----- Data
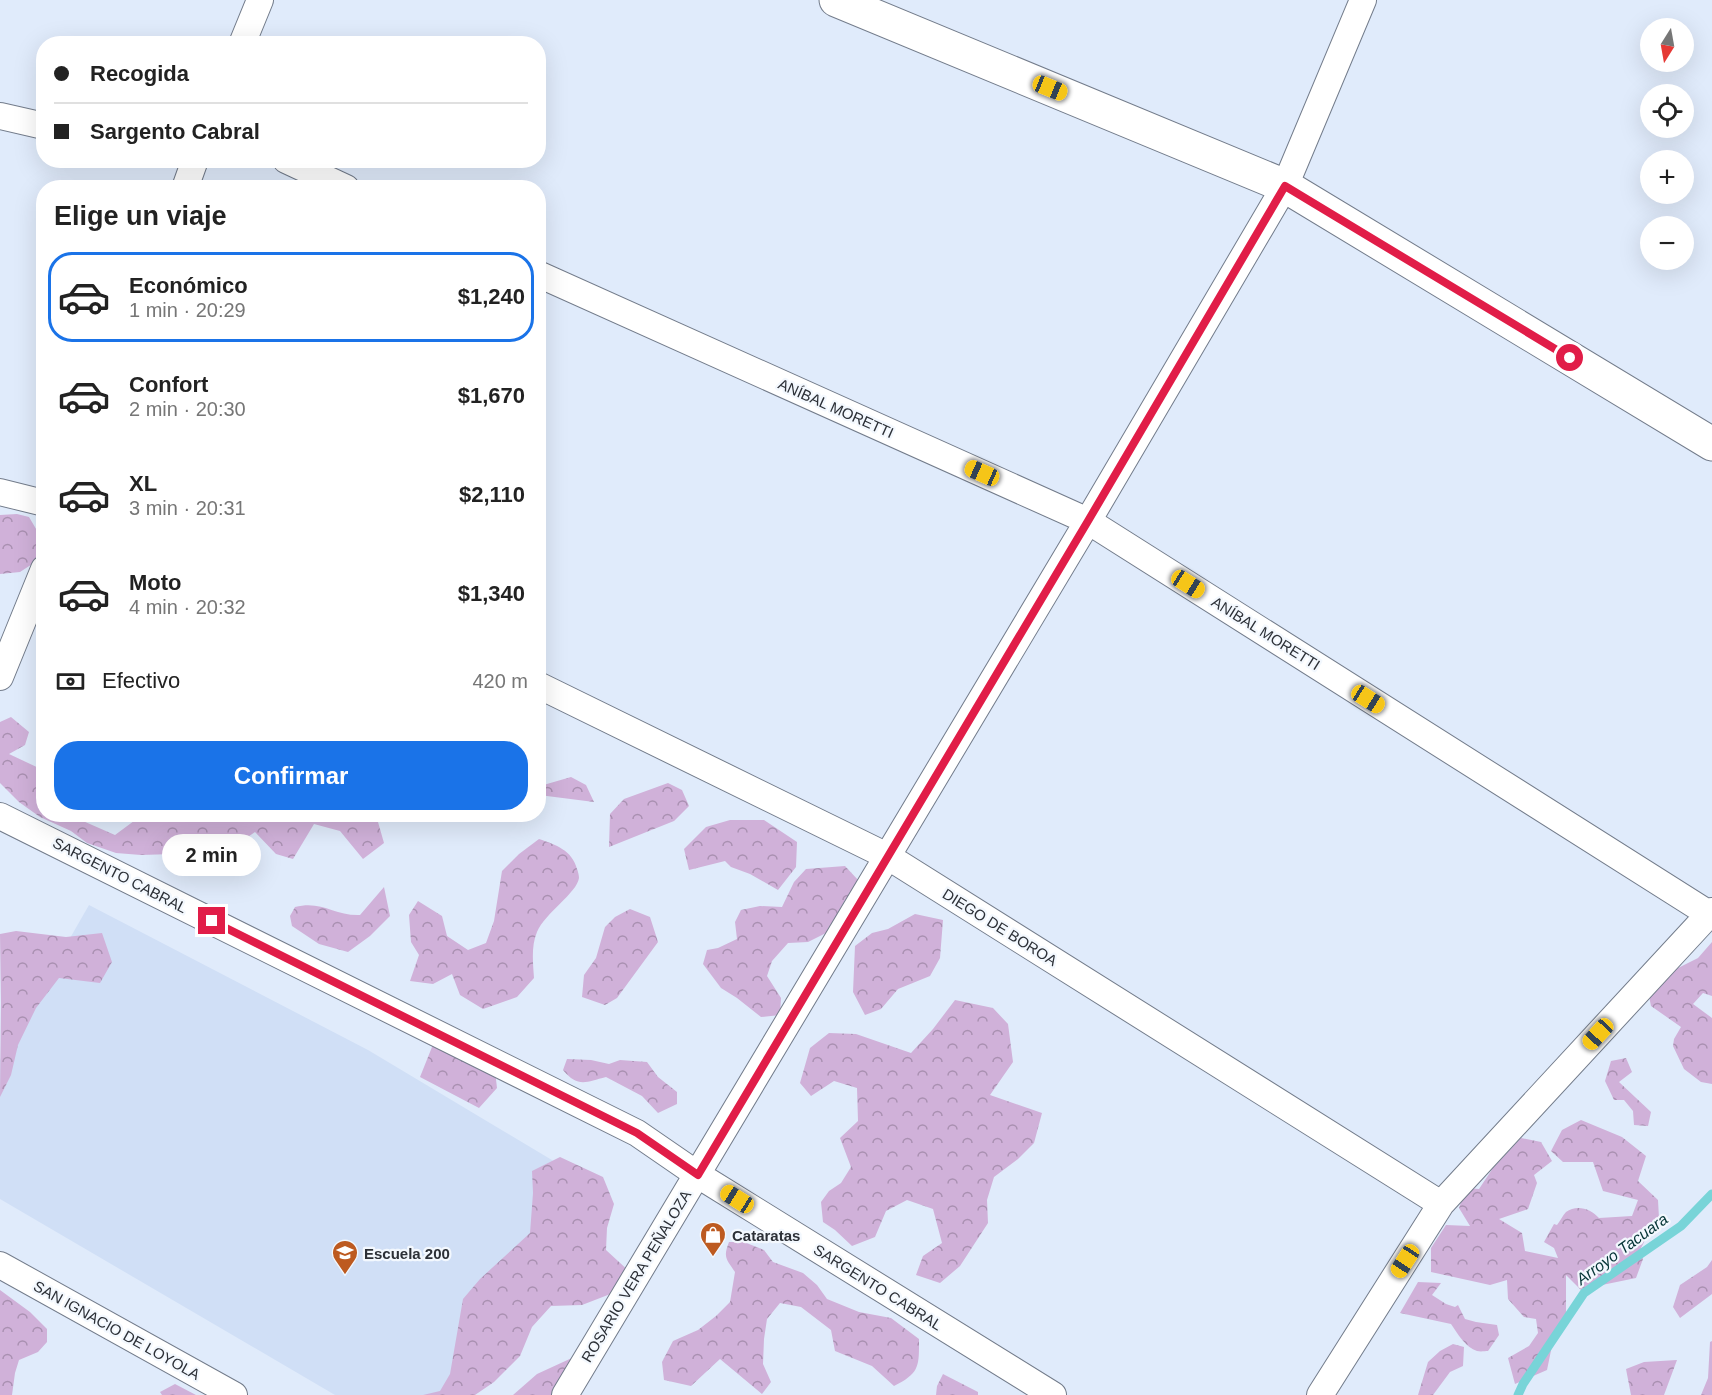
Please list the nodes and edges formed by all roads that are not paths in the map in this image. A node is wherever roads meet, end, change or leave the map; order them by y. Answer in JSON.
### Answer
{"nodes":[{"id":1,"x":260,"y":0,"type":"edge"},
{"id":2,"x":836,"y":0,"type":"edge"},
{"id":3,"x":1363,"y":0,"type":"edge"},
{"id":4,"x":245,"y":36,"type":"edge"},
{"id":5,"x":0,"y":116,"type":"edge"},
{"id":6,"x":36,"y":124,"type":"edge"},
{"id":7,"x":303,"y":168,"type":"edge"},
{"id":8,"x":329,"y":180,"type":"edge"},
{"id":9,"x":1285,"y":186,"type":"junction"},
{"id":10,"x":546,"y":278,"type":"edge"},
{"id":11,"x":1712,"y":444,"type":"edge"},
{"id":12,"x":0,"y":492,"type":"edge"},
{"id":13,"x":36,"y":501,"type":"edge"},
{"id":14,"x":1088,"y":521,"type":"junction"},
{"id":15,"x":36,"y":588,"type":"edge"},
{"id":16,"x":0,"y":676,"type":"edge"},
{"id":17,"x":546,"y":689,"type":"edge"},
{"id":18,"x":0,"y":816,"type":"edge"},
{"id":19,"x":887,"y":856,"type":"junction"},
{"id":20,"x":1710,"y":913,"type":"edge"},
{"id":21,"x":698,"y":1175,"type":"junction"},
{"id":22,"x":1441,"y":1204,"type":"junction"},
{"id":23,"x":0,"y":1265,"type":"edge"},
{"id":24,"x":234,"y":1395,"type":"edge"},
{"id":25,"x":565,"y":1395,"type":"edge"},
{"id":26,"x":1053,"y":1395,"type":"edge"},
{"id":27,"x":1320,"y":1395,"type":"edge"}],
"edges":[{"from":1,"to":4,"type":"street"},
{"from":2,"to":9,"type":"main road"},
{"from":3,"to":9,"type":"street","name":"ROSARIO VERA PEÑALOZA"},
{"from":5,"to":6,"type":"street"},
{"from":7,"to":8,"type":"street"},
{"from":9,"to":11,"type":"main road"},
{"from":9,"to":14,"type":"street","name":"ROSARIO VERA PEÑALOZA"},
{"from":10,"to":14,"type":"street","name":"ANÍBAL MORETTI"},
{"from":12,"to":13,"type":"street"},
{"from":14,"to":19,"type":"street","name":"ROSARIO VERA PEÑALOZA"},
{"from":14,"to":20,"type":"street","name":"ANÍBAL MORETTI"},
{"from":15,"to":16,"type":"street"},
{"from":17,"to":19,"type":"street","name":"DIEGO DE BOROA"},
{"from":18,"to":21,"type":"street","name":"SARGENTO CABRAL"},
{"from":19,"to":21,"type":"street","name":"ROSARIO VERA PEÑALOZA"},
{"from":19,"to":22,"type":"street","name":"DIEGO DE BOROA"},
{"from":20,"to":22,"type":"street"},
{"from":21,"to":25,"type":"street","name":"ROSARIO VERA PEÑALOZA"},
{"from":21,"to":26,"type":"street","name":"SARGENTO CABRAL"},
{"from":22,"to":27,"type":"street"},
{"from":23,"to":24,"type":"street","name":"SAN IGNACIO DE LOYOLA"}]}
----------
> **What the task asks**: Filter the records for the string "SARGENTO" and copy every line that holds it.

> **Solution for this task**:
{"from":18,"to":21,"type":"street","name":"SARGENTO CABRAL"},
{"from":21,"to":26,"type":"street","name":"SARGENTO CABRAL"},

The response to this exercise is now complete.